= Beginning of Section =

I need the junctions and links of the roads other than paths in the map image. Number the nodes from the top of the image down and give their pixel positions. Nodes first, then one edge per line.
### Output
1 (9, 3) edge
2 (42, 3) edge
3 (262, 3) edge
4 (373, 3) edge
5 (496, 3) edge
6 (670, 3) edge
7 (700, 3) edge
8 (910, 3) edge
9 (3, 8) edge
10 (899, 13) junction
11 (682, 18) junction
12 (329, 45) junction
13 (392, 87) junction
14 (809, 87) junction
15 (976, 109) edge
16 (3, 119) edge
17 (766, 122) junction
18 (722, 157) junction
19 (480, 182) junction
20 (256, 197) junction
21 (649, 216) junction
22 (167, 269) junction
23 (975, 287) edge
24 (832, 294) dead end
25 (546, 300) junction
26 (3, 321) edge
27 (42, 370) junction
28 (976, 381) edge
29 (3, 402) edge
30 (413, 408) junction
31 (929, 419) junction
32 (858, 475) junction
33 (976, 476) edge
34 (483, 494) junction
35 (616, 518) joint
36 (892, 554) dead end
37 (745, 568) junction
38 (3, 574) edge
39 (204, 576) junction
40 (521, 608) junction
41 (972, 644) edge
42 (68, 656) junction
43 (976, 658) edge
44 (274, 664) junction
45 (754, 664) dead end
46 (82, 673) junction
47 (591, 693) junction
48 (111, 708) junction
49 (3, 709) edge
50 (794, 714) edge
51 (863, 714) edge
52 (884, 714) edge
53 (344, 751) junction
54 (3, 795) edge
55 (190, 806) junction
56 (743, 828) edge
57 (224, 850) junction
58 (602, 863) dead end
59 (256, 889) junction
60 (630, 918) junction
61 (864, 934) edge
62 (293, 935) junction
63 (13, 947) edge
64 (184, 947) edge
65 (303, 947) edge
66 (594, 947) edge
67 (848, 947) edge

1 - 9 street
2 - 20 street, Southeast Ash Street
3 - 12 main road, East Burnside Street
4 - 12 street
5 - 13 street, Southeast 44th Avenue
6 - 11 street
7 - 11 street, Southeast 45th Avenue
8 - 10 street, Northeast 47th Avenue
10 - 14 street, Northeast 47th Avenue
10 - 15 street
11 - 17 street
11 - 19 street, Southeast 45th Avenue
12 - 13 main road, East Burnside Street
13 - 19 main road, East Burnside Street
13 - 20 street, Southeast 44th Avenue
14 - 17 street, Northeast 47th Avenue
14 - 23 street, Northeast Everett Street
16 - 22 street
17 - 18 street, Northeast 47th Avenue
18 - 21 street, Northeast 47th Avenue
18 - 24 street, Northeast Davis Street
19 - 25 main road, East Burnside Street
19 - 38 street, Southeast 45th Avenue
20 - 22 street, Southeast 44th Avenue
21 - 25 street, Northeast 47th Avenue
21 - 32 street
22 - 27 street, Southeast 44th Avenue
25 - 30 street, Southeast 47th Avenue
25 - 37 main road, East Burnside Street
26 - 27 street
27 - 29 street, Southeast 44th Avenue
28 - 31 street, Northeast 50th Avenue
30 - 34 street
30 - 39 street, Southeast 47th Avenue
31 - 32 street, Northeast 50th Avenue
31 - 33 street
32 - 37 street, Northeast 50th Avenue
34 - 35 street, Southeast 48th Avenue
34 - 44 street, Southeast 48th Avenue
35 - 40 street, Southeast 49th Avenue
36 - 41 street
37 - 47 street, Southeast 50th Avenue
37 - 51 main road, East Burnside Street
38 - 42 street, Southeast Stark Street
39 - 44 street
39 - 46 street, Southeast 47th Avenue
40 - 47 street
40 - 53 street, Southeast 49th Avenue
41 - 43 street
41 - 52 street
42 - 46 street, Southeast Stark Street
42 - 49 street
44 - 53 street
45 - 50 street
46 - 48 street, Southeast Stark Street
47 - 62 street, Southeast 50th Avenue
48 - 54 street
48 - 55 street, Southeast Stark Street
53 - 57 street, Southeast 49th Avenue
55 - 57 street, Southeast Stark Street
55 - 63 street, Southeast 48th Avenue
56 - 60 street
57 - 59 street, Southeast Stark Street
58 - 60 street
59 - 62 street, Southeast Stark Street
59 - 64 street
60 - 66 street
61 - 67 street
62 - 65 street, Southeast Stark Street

= End of Section =
= Beginning of Section =

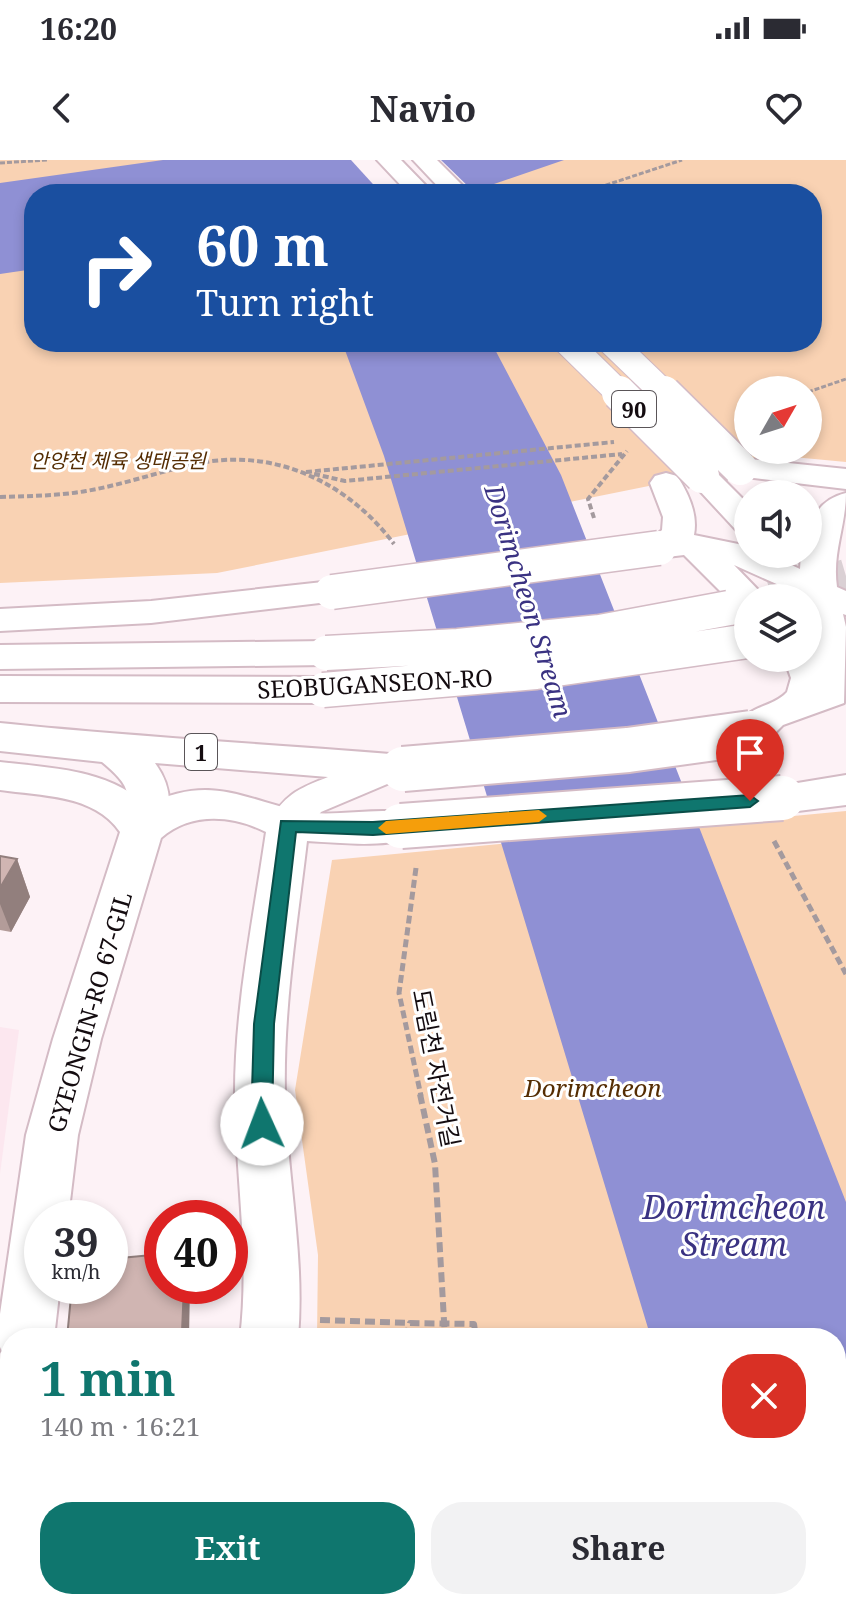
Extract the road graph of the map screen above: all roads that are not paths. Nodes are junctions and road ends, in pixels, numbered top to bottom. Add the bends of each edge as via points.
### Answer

= End of Section =

What the task requires:
Search the data for "Nodes". Copy every matching line.

Task result:
I need the junctions and links of the roads other than paths in the map image. Number the nodes from the top of the image down and give their pixel positions. Nodes first, then one edge per line.
Extract the road graph of the map screen above: all roads that are not paths. Nodes are junctions and road ends, in pixels, numbered top to bottom. Add the bends of each edge as via points.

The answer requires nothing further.